Songlines göçebeliğe bir övgüdür. Chatwin’in biyografisini yazmış olan Nicholas Shakespeare bu kitabın Aborjinler, nomadlar hakkında olduğu denli Chatwin’in kendini gözü pek bir gezgin, mütevazi bir bilge, keskin zekalı bir sorgulayıcı olarak keşfetmesinin, kendini yeniden yaratmasının da kitabı olduğunu yazar. Chatwin’i ilgilendiren ana tema yerinde duramama, yola koyulma arzusu, yerleşik olmanın verdiği huzursuzluktu. Ona göre insan iki karşıt duygu arasında ve kararsızlık içinde yaşıyordu: Hareket etme ve yerleşme. İnsanın benliğine egemen olduğunu düşündüğü bu çatışma ve karşıtlığı Songlines’da Kabil ve Habil öyküsü üzerinden açıklamaya çalışır. Çiftçi olan, yerleşik bir hayat yaşayan Kabil çobanlık yapan gezgin ve özgür kardeşi Habil’i kıskanmış, ona karşı kin beslemiş, sonunda kardeşini öldürmüştür Kardeşini katletmenin cezası ise yurtsuzlaşmak, hep gezmek, Cennetin doğusuna doğru yol almaktır.

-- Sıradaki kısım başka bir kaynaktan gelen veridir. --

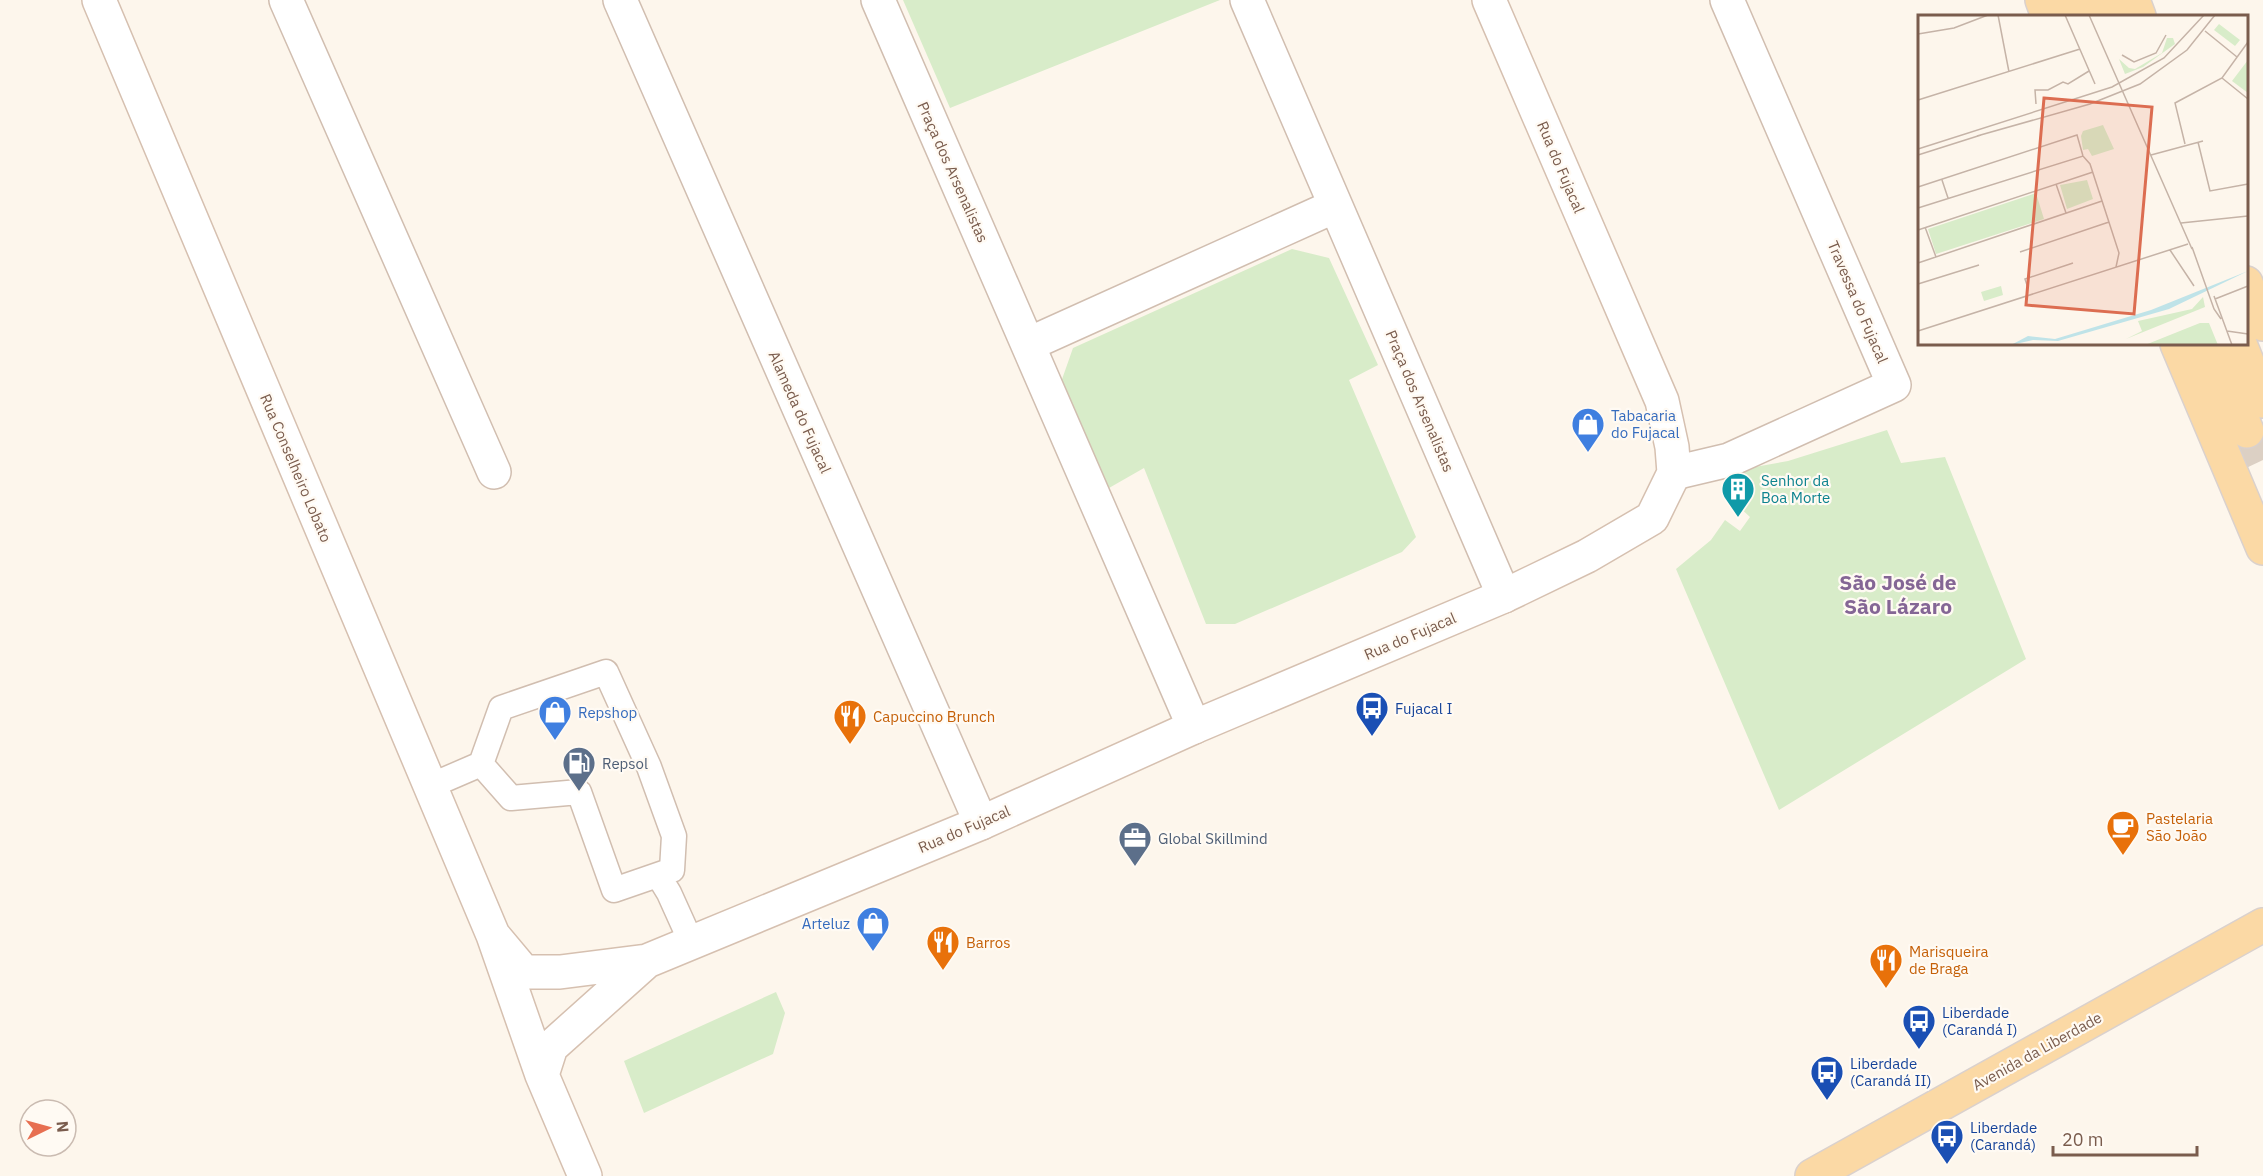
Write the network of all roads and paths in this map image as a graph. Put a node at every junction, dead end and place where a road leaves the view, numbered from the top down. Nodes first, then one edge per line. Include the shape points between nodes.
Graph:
1 (99, 0) edge
2 (286, 0) edge
3 (620, 0) edge
4 (878, 0) edge
5 (1247, 0) edge
6 (1489, 0) edge
7 (1727, 0) edge
8 (2042, 0) edge
9 (2074, 0) edge
10 (2104, 0) edge
11 (2133, 0) edge
12 (2048, 15) edge
13 (2080, 15) edge
14 (2110, 15) edge
15 (2139, 15) edge
16 (1335, 206) junction
17 (2248, 286) edge
18 (2263, 324) edge
19 (1029, 344) junction
20 (2177, 345) edge
21 (2212, 345) edge
22 (2240, 345) edge
23 (2263, 401) tunnel mouth
24 (2247, 431) tunnel mouth
25 (494, 472) dead end
26 (1674, 473) junction
27 (2263, 548) edge
28 (1504, 596) junction
29 (1194, 727) junction
30 (481, 764) junction
31 (430, 786) junction
32 (981, 823) junction
33 (665, 872) junction
34 (2263, 925) edge
35 (493, 935) junction
36 (692, 944) junction
37 (647, 962) junction
38 (542, 1075) junction
39 (585, 1176) edge
40 (1812, 1176) edge

1 - 31 street, Rua Conselheiro Lobato
2 - 25 street
3 - 32 street, Alameda do Fujacal
4 - 19 street, Praça dos Arsenalistas
5 - 16 street, Praça dos Arsenalistas
6 - 26 street, Rua do Fujacal via 1662,401
7 - 26 street, Travessa do Fujacal via 1894,385 1729,460
8 - 12 main road
9 - 13 main road
10 - 14 main road
11 - 15 main road
16 - 19 street
16 - 28 street, Praça dos Arsenalistas
17 - 18 main road
19 - 29 street, Praça dos Arsenalistas
20 - 27 main road
21 - 24 main road
22 - 23 main road
26 - 28 street, Rua do Fujacal via 1652,518 1587,556
28 - 29 street, Rua do Fujacal
29 - 32 street, Rua do Fujacal
30 - 31 lane
30 - 33 lane via 511,798 579,792 614,890
30 - 33 lane via 501,708 606,672 649,767 674,836
31 - 35 street, Rua Conselheiro Lobato
32 - 36 street, Rua do Fujacal
33 - 36 lane via 669,892
34 - 40 main road, Avenida da Liberdade
35 - 37 street via 524,972
35 - 38 street
36 - 37 street, Rua do Fujacal
37 - 38 street via 551,1047
38 - 39 street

Chatwin Ocak 1989’da Güney Fransa’da, Nice yakınlarında bir hastanede hayata gözlerini yummadan önce Herzog’u davet etti, omu görmek istiyordu. Dostunun bu kez şifa veremeyeceğini, durumunun umutsuz olduğunu biliyordu. Kendisini ziyarete gelen ve son kez görüştükleri dostuna uzun yıllar gezilerinde, yürüyüşlerinde taşıdığı sırt çantasını verdi, bu çantayı taşımasını vasiyet etti.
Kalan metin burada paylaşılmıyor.